A simple illustration is the experience of the schooner Antelope. Once, when Muir Bros., who built her, still owned her, she was chartered to load grain in Chicago for Kingston at the phenomenal price of 27 cents a bushel. It took her ten days to reach Chicago from Lake Ontario, another day to load and twelve days more to scurry down Lakes Michigan, Huron, Erie and Ontario to Kingston. She had first-class luck with her weather all through. Her freight ran over $5,400. Her expenses for wages, groceries and tow bills for the 23 days were under $700. It was a profitable trip. It paid one-third of the cost of building the Antelope a few years before.
Years later, when the Conger Coal Co. had her, she was lying idle because coal was not coming up from the mines, when she got a chance at a load of corn from Toledo to Kingston, at 1 1/2 cents a bushel. Capt. Wm. Wakeley calculated closely and told the owners that with average luck they might make a profit of $8 on the voyage, allowing two weeks for it. That was better than paying the crew off, letting her lie idle and having to fit her out again and find a new crew when the coal began to move. But she didn't have average luck.
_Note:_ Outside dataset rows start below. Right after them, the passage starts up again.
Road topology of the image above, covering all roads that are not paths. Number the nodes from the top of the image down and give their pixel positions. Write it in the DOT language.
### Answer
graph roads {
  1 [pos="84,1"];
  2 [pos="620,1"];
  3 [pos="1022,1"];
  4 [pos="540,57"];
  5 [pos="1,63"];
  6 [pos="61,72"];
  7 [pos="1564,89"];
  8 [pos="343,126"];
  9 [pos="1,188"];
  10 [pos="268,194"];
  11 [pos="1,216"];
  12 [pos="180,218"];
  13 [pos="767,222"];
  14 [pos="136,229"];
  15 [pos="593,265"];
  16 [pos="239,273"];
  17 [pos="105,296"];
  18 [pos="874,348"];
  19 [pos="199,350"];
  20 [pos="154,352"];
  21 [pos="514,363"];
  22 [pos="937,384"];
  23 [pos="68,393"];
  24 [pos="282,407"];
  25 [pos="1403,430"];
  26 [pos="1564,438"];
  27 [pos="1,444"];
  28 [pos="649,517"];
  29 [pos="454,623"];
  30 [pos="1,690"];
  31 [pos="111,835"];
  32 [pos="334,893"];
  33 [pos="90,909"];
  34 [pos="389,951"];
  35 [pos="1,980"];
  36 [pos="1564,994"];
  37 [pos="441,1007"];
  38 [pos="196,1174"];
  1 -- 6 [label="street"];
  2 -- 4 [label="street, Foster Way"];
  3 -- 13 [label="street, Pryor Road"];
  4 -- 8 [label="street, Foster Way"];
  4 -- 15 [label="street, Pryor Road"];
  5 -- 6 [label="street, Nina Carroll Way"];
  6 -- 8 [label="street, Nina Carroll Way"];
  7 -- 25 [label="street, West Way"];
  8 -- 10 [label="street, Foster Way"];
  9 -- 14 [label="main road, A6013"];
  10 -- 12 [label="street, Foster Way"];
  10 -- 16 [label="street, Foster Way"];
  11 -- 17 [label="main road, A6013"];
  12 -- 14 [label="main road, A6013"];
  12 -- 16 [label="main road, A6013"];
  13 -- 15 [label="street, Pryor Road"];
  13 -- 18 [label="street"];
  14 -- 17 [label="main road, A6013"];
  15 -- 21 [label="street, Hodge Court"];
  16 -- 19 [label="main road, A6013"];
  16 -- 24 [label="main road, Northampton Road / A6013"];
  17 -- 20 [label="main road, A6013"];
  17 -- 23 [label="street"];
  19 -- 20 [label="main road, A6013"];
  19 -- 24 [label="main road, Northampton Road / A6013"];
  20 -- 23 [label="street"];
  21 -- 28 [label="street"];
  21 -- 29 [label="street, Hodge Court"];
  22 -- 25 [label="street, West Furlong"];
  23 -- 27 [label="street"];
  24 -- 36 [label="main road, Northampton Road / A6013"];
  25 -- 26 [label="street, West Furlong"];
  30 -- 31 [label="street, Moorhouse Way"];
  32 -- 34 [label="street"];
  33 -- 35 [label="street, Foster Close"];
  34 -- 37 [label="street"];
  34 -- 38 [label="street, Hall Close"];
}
An accident to the Welland Canal gates tied her up in the canal for a week. She got as far as the Mohawk light in Lake Erie and had to run back because of a strong headwind although he carried sail on her till the provision box and hawser box on deck started their moorings. When they got to Toledo there were more delays loading and more headwinds in Lake Erie on the way back. The voyager took longer than the trip to Chicago and down to Kingston, and instead of taking $8 she was several hundred in the hole.
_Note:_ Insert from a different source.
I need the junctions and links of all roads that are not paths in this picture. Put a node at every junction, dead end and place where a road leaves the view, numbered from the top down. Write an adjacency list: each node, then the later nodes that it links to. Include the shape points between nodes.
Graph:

BROUGHT IN TOWING AND BARGES
It was experiences such as the last which drove owners from sail to steam, for while wind was free and fuel cost money and steamers needed larger crews than schooners, their performance was to a greater degree calculable. No one, not even the meteorological bureau, could tell how long a sail voyage would last. Our lake winds are not trade winds, of regular force and direction. They blow from all points of the compass (if at all) and if you are depending on them they are pretty sure to be ahead, which means slow time, lots of fun and no money. So sails slowly gave place to steam.
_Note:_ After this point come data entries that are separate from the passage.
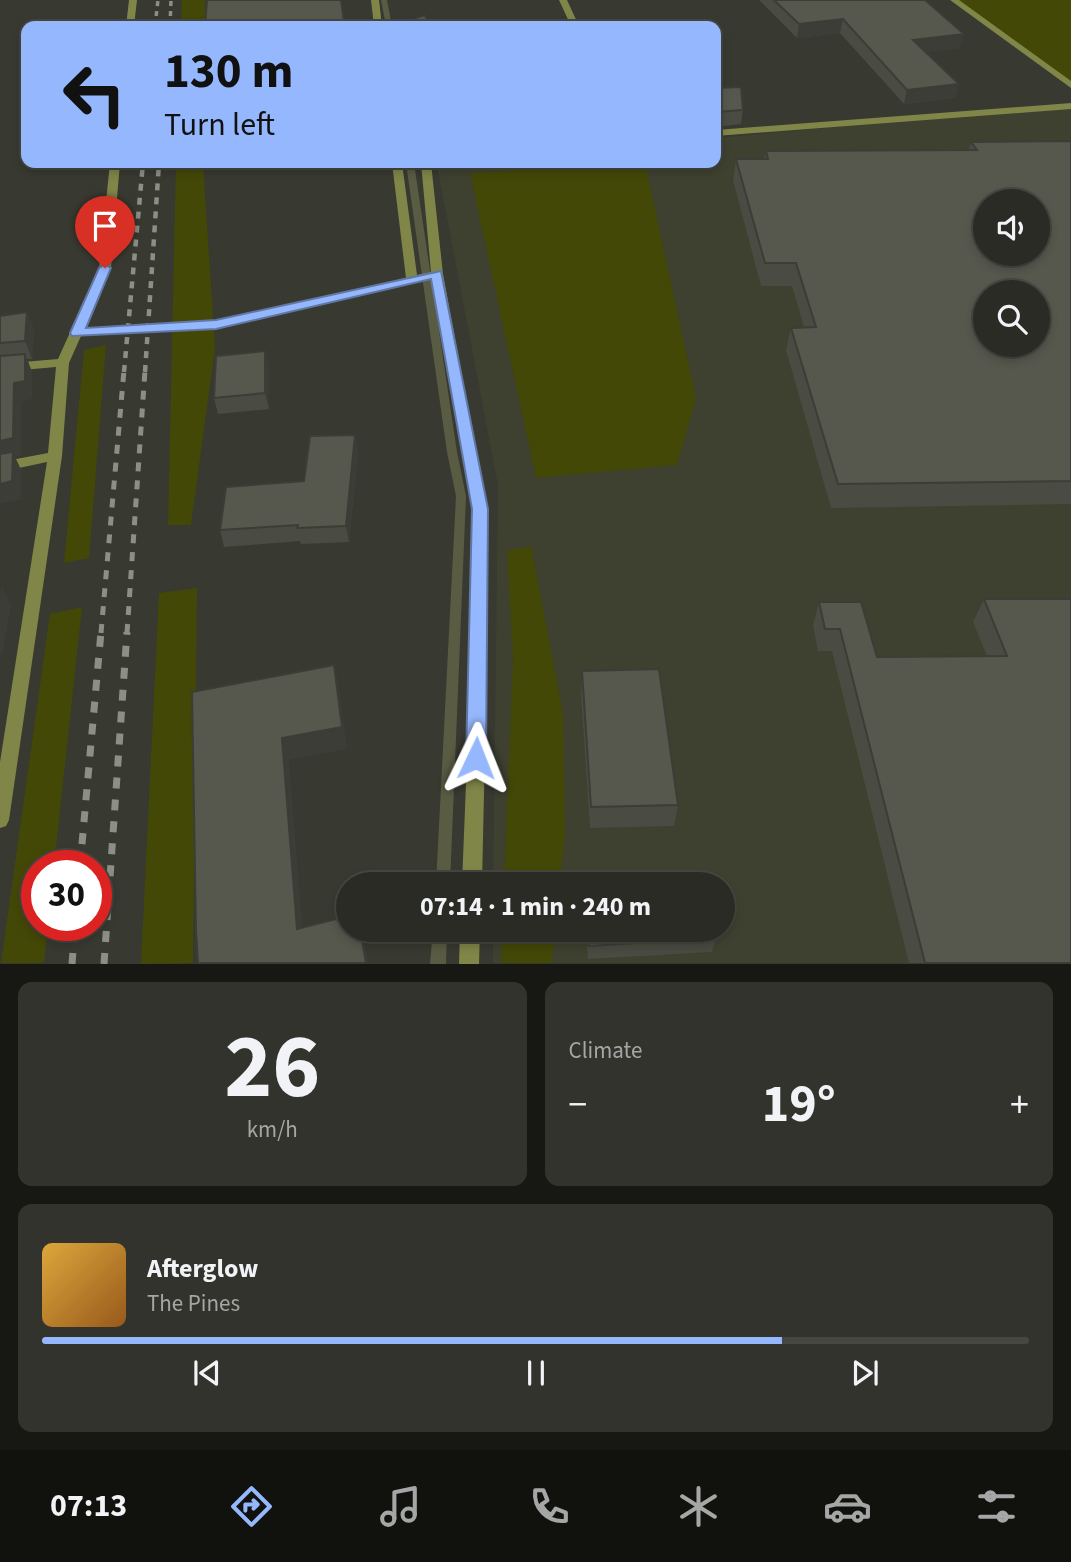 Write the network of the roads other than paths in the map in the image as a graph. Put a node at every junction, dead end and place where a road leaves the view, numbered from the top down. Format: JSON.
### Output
{"nodes":[{"id":1,"x":133,"y":0,"type":"edge"},
{"id":2,"x":375,"y":0,"type":"edge"},
{"id":3,"x":564,"y":0,"type":"edge"},
{"id":4,"x":954,"y":0,"type":"edge"},
{"id":5,"x":131,"y":21,"type":"edge"},
{"id":6,"x":377,"y":21,"type":"edge"},
{"id":7,"x":573,"y":21,"type":"edge"},
{"id":8,"x":1071,"y":85,"type":"edge"},
{"id":9,"x":1071,"y":106,"type":"edge"},
{"id":10,"x":721,"y":134,"type":"edge"},
{"id":11,"x":115,"y":168,"type":"edge"},
{"id":12,"x":398,"y":168,"type":"edge"},
{"id":13,"x":426,"y":168,"type":"edge"},
{"id":14,"x":437,"y":274,"type":"junction"},
{"id":15,"x":412,"y":279,"type":"junction"},
{"id":16,"x":77,"y":333,"type":"junction"},
{"id":17,"x":63,"y":363,"type":"junction"},
{"id":18,"x":0,"y":368,"type":"edge"},
{"id":19,"x":55,"y":456,"type":"junction"},
{"id":20,"x":0,"y":467,"type":"edge"},
{"id":21,"x":0,"y":820,"type":"edge"},
{"id":22,"x":472,"y":872,"type":"edge"},
{"id":23,"x":470,"y":942,"type":"edge"},
{"id":24,"x":469,"y":964,"type":"edge"}],
"edges":[{"from":1,"to":5,"type":"street"},
{"from":2,"to":6,"type":"street"},
{"from":3,"to":7,"type":"street"},
{"from":4,"to":8,"type":"street"},
{"from":9,"to":10,"type":"street"},
{"from":11,"to":16,"type":"street"},
{"from":12,"to":15,"type":"street"},
{"from":13,"to":14,"type":"street"},
{"from":14,"to":15,"type":"street"},
{"from":14,"to":22,"type":"street"},
{"from":15,"to":16,"type":"street"},
{"from":16,"to":17,"type":"street"},
{"from":17,"to":18,"type":"street"},
{"from":17,"to":19,"type":"street"},
{"from":19,"to":20,"type":"street"},
{"from":19,"to":21,"type":"street"},
{"from":23,"to":24,"type":"street"}]}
In between was the towing era, commencing with tugs being used to overcome the handicaps of headwinds and calms, and developing into towboats as large as the vessels towed and so able to pay for their own upkeep by the freight on the cargo they themselves could carry. The schooners which towed stowed their sails in headwinds and set them when the wind was fair, to ease the towline. Sometimes, with a strong breeze on the quarter, they cast off the line and ran away from their towing consort. There is the historic remark of Capt. Hughie Kelly, when he sailed the John Bently into Toronto ahead of the W. T. Robb which had been cowing her—"Yachts don't wait for barges!"
Stunts such as this meant carrying full crews. To economize, light sails and the topmasts which spread them, were left ashore. Fewer men were needed with no topsails and the vessels towed more easily. Then the lower sails were not replaced when they wore out and the remaining masts were unstepped because they were not needed and thus big three-masted schooners—known locally as "three-'n'-afters," from a false application of fore-and-after to two-master schooners only—and barquentines, with from ten to seventeen pinions of canvas, became "dumb" barges, without even a flagpole.
TUGS AND TOWS EIGHTY YEARS AGO
OF 175 barges named in Thomas' Register of Shipping on the Lakes and River St. Lawrence in 1864, only, five were intended for lake towing and these all had sails. The others were "river barges" of from 7,000 to 20,000 bushels capacity and light drafts, being intended for the St. Lawrence canals. All were owned down the river.
Both the Clyde and the St. Lawrence, mentioned by Capt. Graham in Capt. Norris' experiment at towing schooners with grist for his St. Catharines mills in 1869 or 1870, were built in 1864 and were classified in the register as barges of 407 tons, with "a first class vessel hull; to be towed through the lakes." They were built by Shickluna for Norris and Neelon, and insurable for $13,000 when new. They had only one mast at first, but in 1866 they were fully sparred and rigged with three masts. So had the barges England, Ireland and Scotland, built at Brockville in 1863 for Geo. Chaffey and Bros, of Kingston, with topsails, centreboards and a complete threemaster rig. Their tonnage was 448, and their grain capacity 22,000 bushels. Their insurable value was $8,000 each, possibly being lower than that of the Clyde and St. Lawrence because being built' lighter for the river.
Of the 186 tugs of all kinds mentioned in the same register for 1864 thirty-seven are specified as harbor tugs, propeller driven. Among the twenty river tugs were several paddlewheel steamers. No harbor tug listed had been built before 1850.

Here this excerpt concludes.